Activity. The answer must consist of every record below, transcribed exactly.

Information given.
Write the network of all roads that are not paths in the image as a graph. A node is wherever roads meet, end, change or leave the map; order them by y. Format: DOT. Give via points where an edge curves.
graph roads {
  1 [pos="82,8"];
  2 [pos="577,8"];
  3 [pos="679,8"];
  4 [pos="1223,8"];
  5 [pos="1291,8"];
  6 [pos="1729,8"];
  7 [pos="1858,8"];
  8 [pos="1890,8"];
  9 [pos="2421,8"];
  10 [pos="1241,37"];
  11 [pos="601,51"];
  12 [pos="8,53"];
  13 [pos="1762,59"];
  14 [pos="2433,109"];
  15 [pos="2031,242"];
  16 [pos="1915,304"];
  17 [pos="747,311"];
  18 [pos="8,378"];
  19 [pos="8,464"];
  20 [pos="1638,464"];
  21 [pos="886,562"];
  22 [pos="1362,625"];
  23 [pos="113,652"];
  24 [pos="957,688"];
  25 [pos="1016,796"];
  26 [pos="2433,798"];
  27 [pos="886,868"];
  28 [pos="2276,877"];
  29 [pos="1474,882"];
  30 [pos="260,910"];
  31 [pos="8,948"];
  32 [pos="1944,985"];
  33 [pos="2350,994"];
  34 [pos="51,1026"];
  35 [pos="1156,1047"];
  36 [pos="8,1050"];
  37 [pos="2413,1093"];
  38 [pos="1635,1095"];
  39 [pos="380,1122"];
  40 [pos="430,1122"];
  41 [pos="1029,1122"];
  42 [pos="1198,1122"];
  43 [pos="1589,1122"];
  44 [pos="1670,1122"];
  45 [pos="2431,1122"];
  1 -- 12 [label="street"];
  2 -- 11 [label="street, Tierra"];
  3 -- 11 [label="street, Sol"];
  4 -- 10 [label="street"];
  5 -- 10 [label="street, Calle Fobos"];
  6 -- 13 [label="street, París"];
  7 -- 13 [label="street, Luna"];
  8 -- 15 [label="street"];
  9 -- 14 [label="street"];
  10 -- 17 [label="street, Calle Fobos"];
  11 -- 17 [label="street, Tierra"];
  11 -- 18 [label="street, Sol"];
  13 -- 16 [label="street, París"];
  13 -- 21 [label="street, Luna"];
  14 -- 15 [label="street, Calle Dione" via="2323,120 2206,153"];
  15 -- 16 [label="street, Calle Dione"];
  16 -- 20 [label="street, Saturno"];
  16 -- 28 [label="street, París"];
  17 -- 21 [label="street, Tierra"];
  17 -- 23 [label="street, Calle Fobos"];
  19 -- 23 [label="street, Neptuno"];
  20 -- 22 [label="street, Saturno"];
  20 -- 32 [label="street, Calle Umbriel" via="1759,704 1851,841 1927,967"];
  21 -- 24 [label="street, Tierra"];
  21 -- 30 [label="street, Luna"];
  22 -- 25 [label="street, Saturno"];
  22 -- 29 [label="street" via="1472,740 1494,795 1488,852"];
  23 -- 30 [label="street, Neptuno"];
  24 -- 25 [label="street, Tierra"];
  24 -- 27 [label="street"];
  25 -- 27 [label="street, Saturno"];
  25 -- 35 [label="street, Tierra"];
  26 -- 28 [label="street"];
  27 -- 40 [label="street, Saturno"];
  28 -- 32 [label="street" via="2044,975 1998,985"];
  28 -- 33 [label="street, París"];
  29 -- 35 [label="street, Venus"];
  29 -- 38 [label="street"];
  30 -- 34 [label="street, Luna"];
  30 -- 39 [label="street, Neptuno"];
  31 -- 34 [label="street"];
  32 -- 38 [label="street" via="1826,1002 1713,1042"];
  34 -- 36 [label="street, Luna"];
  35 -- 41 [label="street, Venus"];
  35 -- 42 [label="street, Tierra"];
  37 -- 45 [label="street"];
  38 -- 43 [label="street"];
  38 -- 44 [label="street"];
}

Solution to the problem.
Write the network of all roads that are not paths in the image as a graph. A node is wherever roads meet, end, change or leave the map; order them by y. Format: DOT. Give via points where an edge curves.
graph roads {
  1 [pos="82,8"];
  2 [pos="577,8"];
  3 [pos="679,8"];
  4 [pos="1223,8"];
  5 [pos="1291,8"];
  6 [pos="1729,8"];
  7 [pos="1858,8"];
  8 [pos="1890,8"];
  9 [pos="2421,8"];
  10 [pos="1241,37"];
  11 [pos="601,51"];
  12 [pos="8,53"];
  13 [pos="1762,59"];
  14 [pos="2433,109"];
  15 [pos="2031,242"];
  16 [pos="1915,304"];
  17 [pos="747,311"];
  18 [pos="8,378"];
  19 [pos="8,464"];
  20 [pos="1638,464"];
  21 [pos="886,562"];
  22 [pos="1362,625"];
  23 [pos="113,652"];
  24 [pos="957,688"];
  25 [pos="1016,796"];
  26 [pos="2433,798"];
  27 [pos="886,868"];
  28 [pos="2276,877"];
  29 [pos="1474,882"];
  30 [pos="260,910"];
  31 [pos="8,948"];
  32 [pos="1944,985"];
  33 [pos="2350,994"];
  34 [pos="51,1026"];
  35 [pos="1156,1047"];
  36 [pos="8,1050"];
  37 [pos="2413,1093"];
  38 [pos="1635,1095"];
  39 [pos="380,1122"];
  40 [pos="430,1122"];
  41 [pos="1029,1122"];
  42 [pos="1198,1122"];
  43 [pos="1589,1122"];
  44 [pos="1670,1122"];
  45 [pos="2431,1122"];
  1 -- 12 [label="street"];
  2 -- 11 [label="street, Tierra"];
  3 -- 11 [label="street, Sol"];
  4 -- 10 [label="street"];
  5 -- 10 [label="street, Calle Fobos"];
  6 -- 13 [label="street, París"];
  7 -- 13 [label="street, Luna"];
  8 -- 15 [label="street"];
  9 -- 14 [label="street"];
  10 -- 17 [label="street, Calle Fobos"];
  11 -- 17 [label="street, Tierra"];
  11 -- 18 [label="street, Sol"];
  13 -- 16 [label="street, París"];
  13 -- 21 [label="street, Luna"];
  14 -- 15 [label="street, Calle Dione" via="2323,120 2206,153"];
  15 -- 16 [label="street, Calle Dione"];
  16 -- 20 [label="street, Saturno"];
  16 -- 28 [label="street, París"];
  17 -- 21 [label="street, Tierra"];
  17 -- 23 [label="street, Calle Fobos"];
  19 -- 23 [label="street, Neptuno"];
  20 -- 22 [label="street, Saturno"];
  20 -- 32 [label="street, Calle Umbriel" via="1759,704 1851,841 1927,967"];
  21 -- 24 [label="street, Tierra"];
  21 -- 30 [label="street, Luna"];
  22 -- 25 [label="street, Saturno"];
  22 -- 29 [label="street" via="1472,740 1494,795 1488,852"];
  23 -- 30 [label="street, Neptuno"];
  24 -- 25 [label="street, Tierra"];
  24 -- 27 [label="street"];
  25 -- 27 [label="street, Saturno"];
  25 -- 35 [label="street, Tierra"];
  26 -- 28 [label="street"];
  27 -- 40 [label="street, Saturno"];
  28 -- 32 [label="street" via="2044,975 1998,985"];
  28 -- 33 [label="street, París"];
  29 -- 35 [label="street, Venus"];
  29 -- 38 [label="street"];
  30 -- 34 [label="street, Luna"];
  30 -- 39 [label="street, Neptuno"];
  31 -- 34 [label="street"];
  32 -- 38 [label="street" via="1826,1002 1713,1042"];
  34 -- 36 [label="street, Luna"];
  35 -- 41 [label="street, Venus"];
  35 -- 42 [label="street, Tierra"];
  37 -- 45 [label="street"];
  38 -- 43 [label="street"];
  38 -- 44 [label="street"];
}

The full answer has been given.